# Ariens 72/73 910995, was running well, now seems no spark



## live4soccer7 (Sep 29, 2016)

I picked up this thing for $50 and got it running well and it just chugs through the snow like nobody's business, however the last time I ran it the blower had a hard time starting and this time I couldn't get it to start. It has fuel, oil, turns over, but won't fire. 

I pulled the plug to check if there was spark while turning it over and there was nothing at the electrode, however the wire was shocking the **** out of me so I know there is power getting to the end of the wire. Same thing if I put my finger on the end of the boot directly above the spark plug. 

I figured that maybe the inside of the boot was rusted so I took a small file and cleaned the contact point in the boot and then used some dielectric grease, still no firing.

I then pulled a plug from a working blower just to see if I could visually see spark at the end of the plug and I couldn't (I ended up using that snowblower to do the job tonight).

I tested the "test plug" and it worked on the other machine, but not the machine in question.

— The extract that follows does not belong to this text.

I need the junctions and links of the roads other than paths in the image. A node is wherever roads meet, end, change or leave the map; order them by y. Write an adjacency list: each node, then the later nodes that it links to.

I'm kind of at a loss here as there is "Juice" all the way to the plug, but not passing through it. Could it be that the voltage is too low to generate spark in the plug end? This is about the only thing I can think of. 

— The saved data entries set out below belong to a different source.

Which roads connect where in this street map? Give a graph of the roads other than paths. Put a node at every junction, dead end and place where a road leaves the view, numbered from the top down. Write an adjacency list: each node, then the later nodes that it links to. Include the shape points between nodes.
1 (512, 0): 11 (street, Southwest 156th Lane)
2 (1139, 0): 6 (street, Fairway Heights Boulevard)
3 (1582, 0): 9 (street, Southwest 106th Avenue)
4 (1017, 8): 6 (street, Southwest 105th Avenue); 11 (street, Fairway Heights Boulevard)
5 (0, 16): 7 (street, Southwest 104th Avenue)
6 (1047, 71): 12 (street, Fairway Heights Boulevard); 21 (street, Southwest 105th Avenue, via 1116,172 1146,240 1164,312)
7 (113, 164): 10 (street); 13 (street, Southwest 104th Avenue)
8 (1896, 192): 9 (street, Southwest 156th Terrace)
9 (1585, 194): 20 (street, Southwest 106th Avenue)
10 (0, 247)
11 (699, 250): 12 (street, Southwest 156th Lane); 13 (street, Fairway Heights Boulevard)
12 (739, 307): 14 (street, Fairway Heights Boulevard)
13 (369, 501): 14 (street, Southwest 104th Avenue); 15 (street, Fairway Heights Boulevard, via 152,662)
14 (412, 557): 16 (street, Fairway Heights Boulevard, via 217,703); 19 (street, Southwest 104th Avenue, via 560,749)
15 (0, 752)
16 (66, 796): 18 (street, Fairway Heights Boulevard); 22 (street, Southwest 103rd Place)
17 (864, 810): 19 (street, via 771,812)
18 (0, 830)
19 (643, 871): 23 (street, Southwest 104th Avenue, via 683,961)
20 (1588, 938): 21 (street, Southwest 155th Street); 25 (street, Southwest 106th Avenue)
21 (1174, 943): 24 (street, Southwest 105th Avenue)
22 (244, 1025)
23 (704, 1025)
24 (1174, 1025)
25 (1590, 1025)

Any input/suggestions or other trouble shooting you can think of. I've put about 5-6 hours on this thing this year and ran great until this happened 

Additional Specs I've collected: 

Ariens Snow blower 91008
24" 910995 snow thrower
Ariens IBM Number: 82014
Original Engine number: H70-130067A
Engine Number: 907300A
ShortBlock Number: 756180A
Engine Should be Governed t0 3600RPMs
Spark Plug: J8C or J17LM (J8C installed)


----------



## UNDERTAKER (Dec 30, 2013)

*better check the points on that 1 there.*


----------



## live4soccer7 (Sep 29, 2016)

Those are on the magneto behind the flywheel, correct?


----------



## UNDERTAKER (Dec 30, 2013)

Yep behind the flywheel.k:k:k:k:k:k:


----------



## live4soccer7 (Sep 29, 2016)

anything in particular I need to watch for when disassembly the flywheel. Items/markings associated with timing etc...? Thanks, the starter just seized and burned up. It's been a great day of plowing. haha.


----------



## UNDERTAKER (Dec 30, 2013)

live4soccer7 said:


> anything in particular I need to watch for when disassembly the flywheel. Items/markings associated with timing etc...? Thanks, the starter just seized and burned up. It's been a great day of plowing. haha.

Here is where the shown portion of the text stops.